Platinum falls in the "very speculative" category, financial advisers say, and it doesn't convert to currency in doomsday scenarios.

"When we talk about precious metals, the question is should you own real money, and if so, how much," says Robert Prechter, author of Conquer the Crash.

Which way do I go?
Gold investors, such as Jackson Ferry, a 56-year-old communications consultant in New York City, face two paths at the outset: Do you want to own actual gold or stocks? Stocks appeal to the aggressive risk-takers.

Or, to blunt the edge, Puplava steers people with portfolios under $20,000 toward gold stock mutual funds such as Tocqueville Gold or First Eagle SoGen Gold. The final decision rests on the same factors as any investment: Study your allocations. Diversification always rules. Next, Puplava determines how the stock holdings in a portfolio would pan out during a recession.

You should value gold companies differently than Procter and Gamble, Puplava warns.

"It's like oil -- you're buying a mining company, a warehouse and reserves in the ground," he says.

So if the company sells commodities out the front door, it needs the means to replenish the gold through the back door. That's why gold mining companies tout ounces of production per share, ounces of reserve per share rather than price-to-earnings ratios.

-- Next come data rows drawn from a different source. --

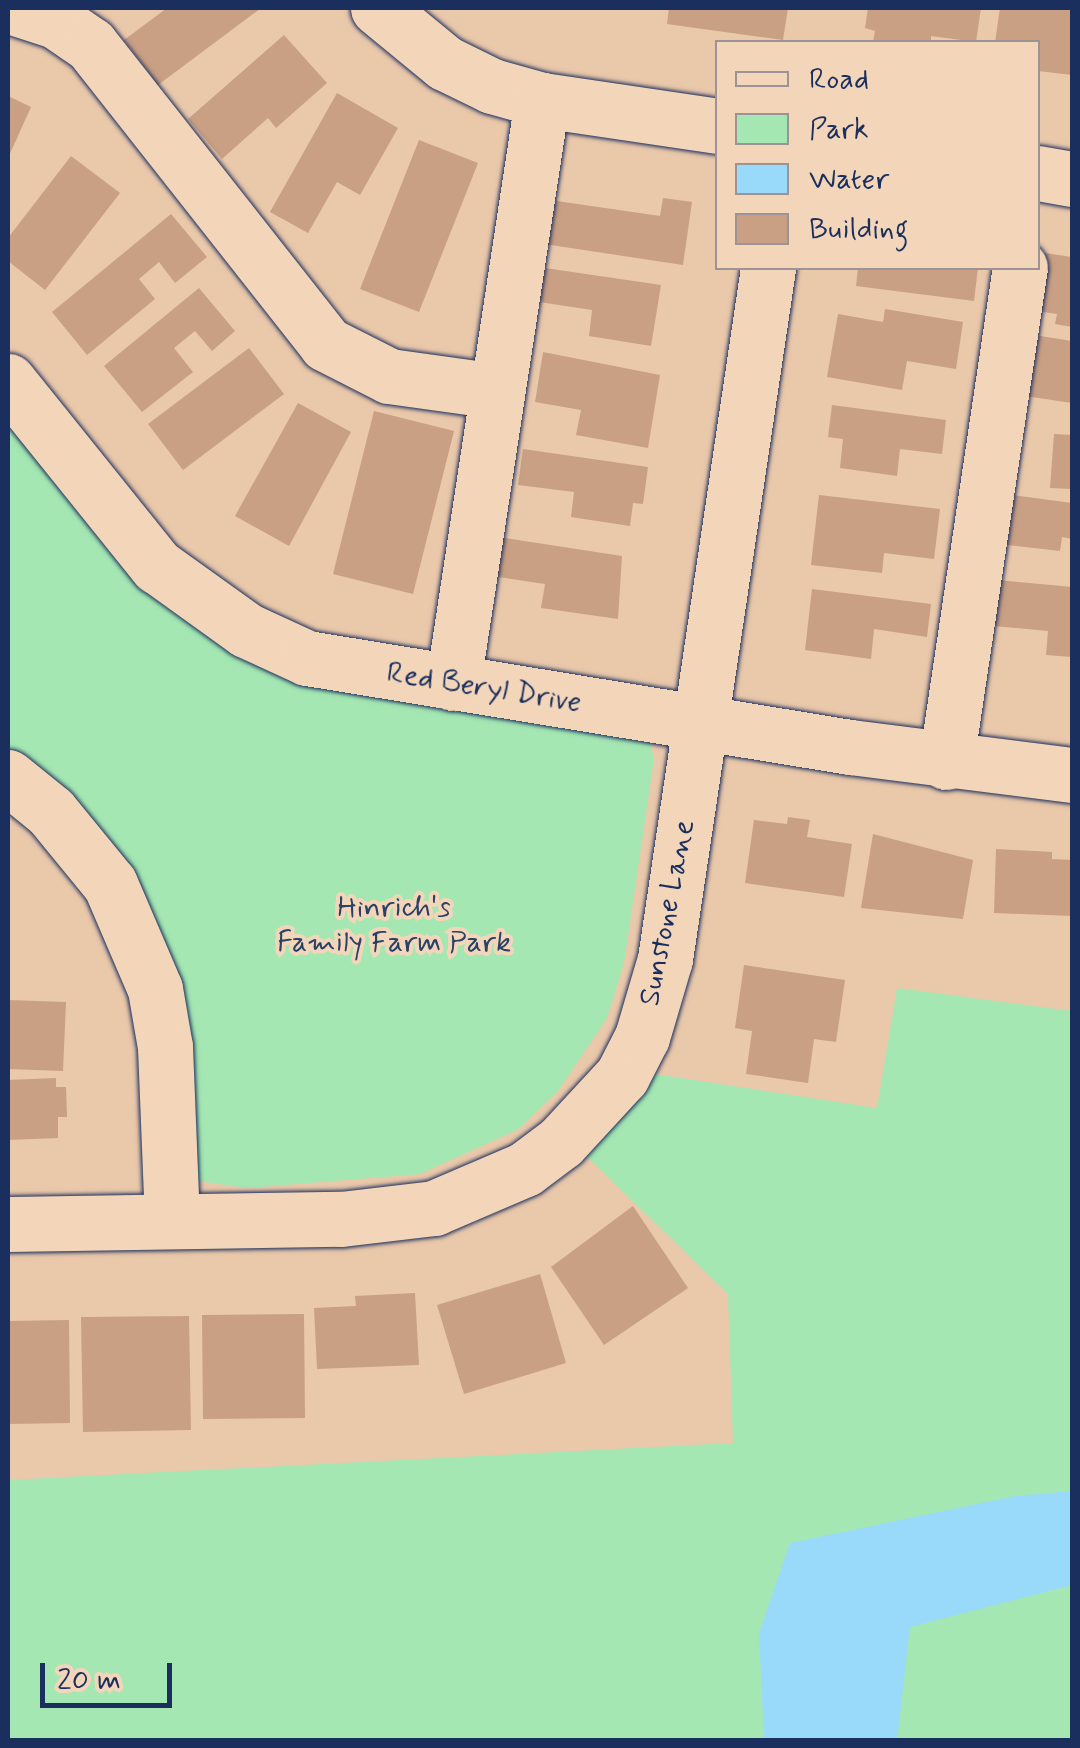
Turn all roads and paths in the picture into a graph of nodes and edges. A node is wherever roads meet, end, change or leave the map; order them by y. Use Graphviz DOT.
graph roads {
  1 [pos="16,8"];
  2 [pos="378,8"];
  3 [pos="542,100"];
  4 [pos="715,126"];
  5 [pos="1040,174"];
  6 [pos="1072,179"];
  7 [pos="768,270"];
  8 [pos="1020,270"];
  9 [pos="8,380"];
  10 [pos="497,390"];
  11 [pos="453,683"];
  12 [pos="701,721"];
  13 [pos="946,762"];
  14 [pos="1072,775"];
  15 [pos="8,777"];
  16 [pos="172,1220"];
  17 [pos="8,1224"];
  1 -- 10 [label="street"];
  2 -- 3 [label="street"];
  3 -- 4 [label="street"];
  3 -- 10 [label="street"];
  5 -- 6 [label="street"];
  7 -- 12 [label="street, Sunstone Lane"];
  8 -- 13 [label="street"];
  9 -- 11 [label="street, Red Beryl Drive"];
  10 -- 11 [label="street"];
  11 -- 12 [label="street, Red Beryl Drive"];
  12 -- 13 [label="street, Red Beryl Drive"];
  12 -- 16 [label="street, Sunstone Lane"];
  13 -- 14 [label="street, Red Beryl Drive"];
  15 -- 16 [label="street"];
  16 -- 17 [label="street, Sunstone Lane"];
}
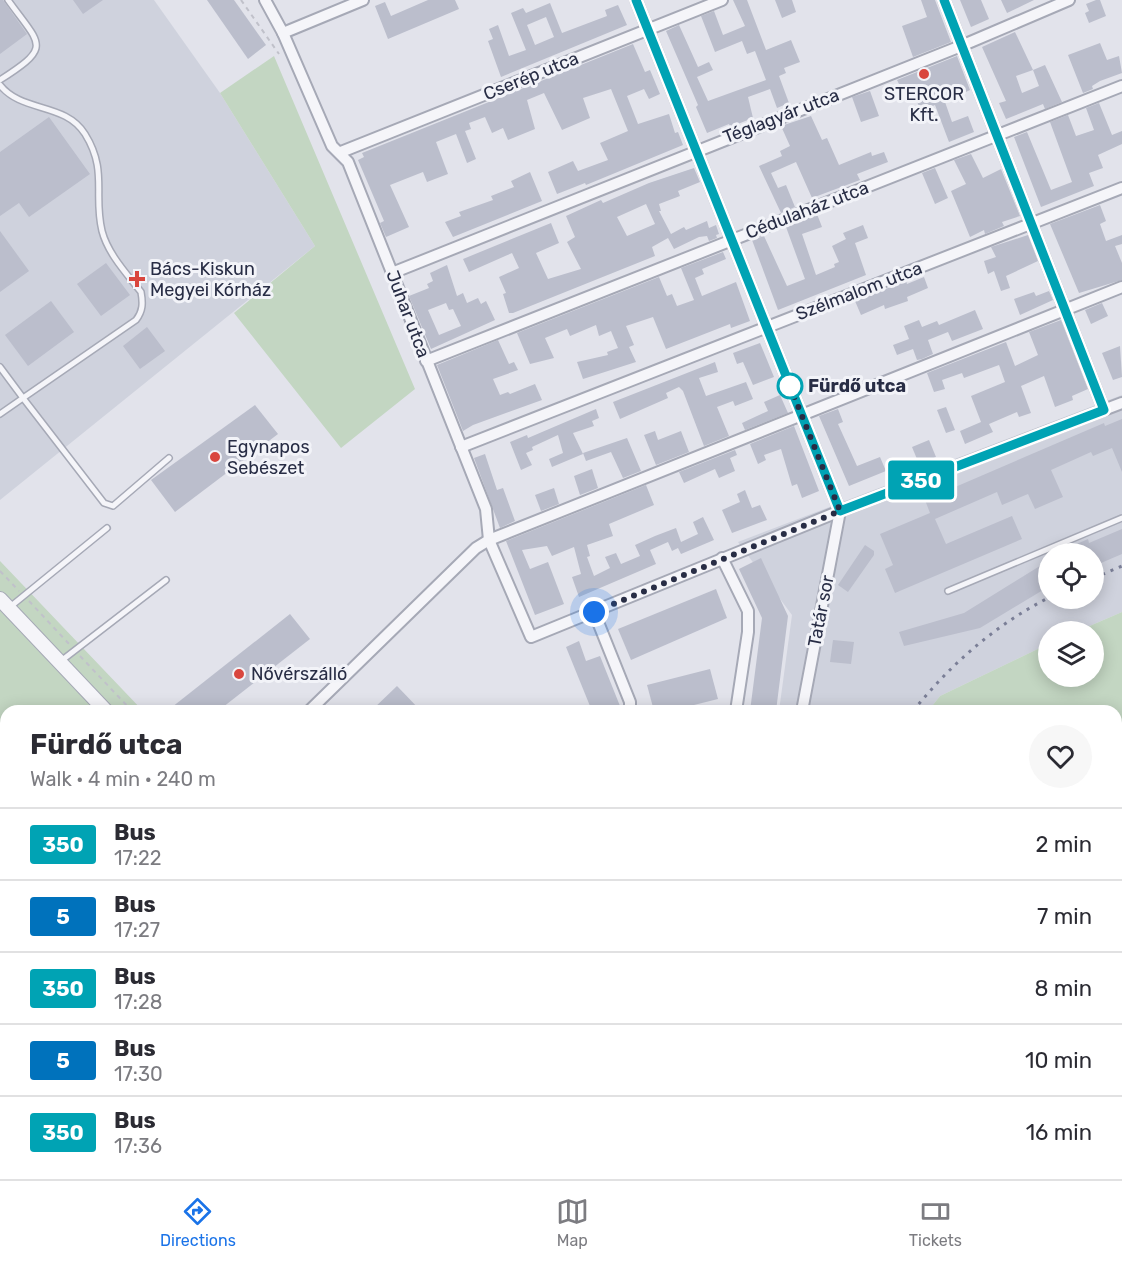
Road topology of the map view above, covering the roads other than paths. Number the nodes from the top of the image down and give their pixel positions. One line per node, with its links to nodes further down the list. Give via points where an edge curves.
1 (8, 0): 11 (lane, via 36,40 36,51 29,61)
2 (265, 0): 9 (street, Juhar utca)
3 (363, 0): 9 (street)
4 (636, 0): 8 (street)
5 (722, 0): 8 (street, Cserép utca)
6 (944, 0): 10 (street)
7 (1069, 0): 10 (street, Téglagyár utca)
8 (648, 30): 15 (street); 16 (street, Cserép utca)
9 (283, 33): 16 (street, Juhar utca, via 332,146)
10 (962, 46): 14 (street); 15 (street, Téglagyár utca)
11 (0, 80)
12 (0, 85): 26 (lane, via 17,99 70,118 84,133 99,163 102,232 143,301 136,320)
13 (1122, 86): 14 (street, Cédulaház utca)
14 (996, 138): 18 (street); 19 (street, Cédulaház utca)
15 (696, 150): 19 (street); 20 (street, Téglagyár utca)
16 (340, 152): 20 (street, Juhar utca, via 348,162)
17 (1122, 188): 18 (street, Szélmalom utca)
18 (1032, 224): 22 (street); 23 (street, Szélmalom utca)
19 (731, 239): 23 (street); 24 (street, Cédulaház utca)
20 (393, 273): 24 (street, Juhar utca)
21 (1122, 287): 22 (street)
22 (1066, 309): 28 (street); 30 (street)
23 (766, 327): 30 (street); 31 (street, Szélmalom utca)
24 (426, 361): 31 (street, Juhar utca)
25 (0, 367): 26 (lane)
26 (23, 398): 29 (lane); 32 (lane, via 104,503 113,506)
27 (1122, 403): 28 (street)
28 (1104, 410): 33 (street)
29 (0, 414)
30 (802, 416): 33 (street); 36 (street)
31 (461, 447): 36 (street, Juhar utca, via 486,509)
32 (169, 458)
33 (840, 511): 37 (street); 47 (street, Tatár sor)
34 (1122, 518): 39 (lane)
35 (108, 528): 40 (lane, via 22,595)
36 (489, 540): 41 (street, Juhar utca, via 531,637); 44 (street, via 476,548)
37 (722, 558): 41 (street); 46 (street, via 748,611)
38 (166, 580): 42 (lane)
39 (948, 591)
40 (4, 603): 42 (street)
41 (594, 612): 45 (street)
42 (59, 662): 43 (street)
43 (100, 705)
44 (315, 705)
45 (630, 705)
46 (737, 705)
47 (803, 705)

Finally, you can choose between hedged and unhedged companies. Hedged means they've sold production into the future, locking in what they get per ounce, so if prices rise dramatically these firms can't capitalize on it.

But overall, stocks' leverage is attractive to investors looking to make a buck.

"In the first two phases of a bull market for gold, the stock shares outperform the bullion," says Puplava.

That's why three years ago, Ferry sunk about a third of his holdings into 15 gold unhedged stocks around the world to maximize the profits. A year later, he had doubled his money.

"I am a conservative investor by nature," he says. "My motivation was to conserve our resources but be in a position to take advantage of the gold bull market."

Bullion
Prechter defines "conservative" as an investor who says no to stocks and heads straight for the real things.

"Often gold stocks go down over the life of a bear market like the one we're in now, just like most other common stocks," he explains.

Nor does he think much of owning gold certificates or gold storage accounts, which tempt investors with cheaper prices than if they chose to have the metal slapped into their hands. These pieces of paper promise to deliver the physical gold should you call in your claim. In a catastrophe, that guarantee may not be worth the paper it's written on.

"When people discuss buying gold, it usually means they've become worried about the social situation on the outside world, and they want some protection," Prechter says.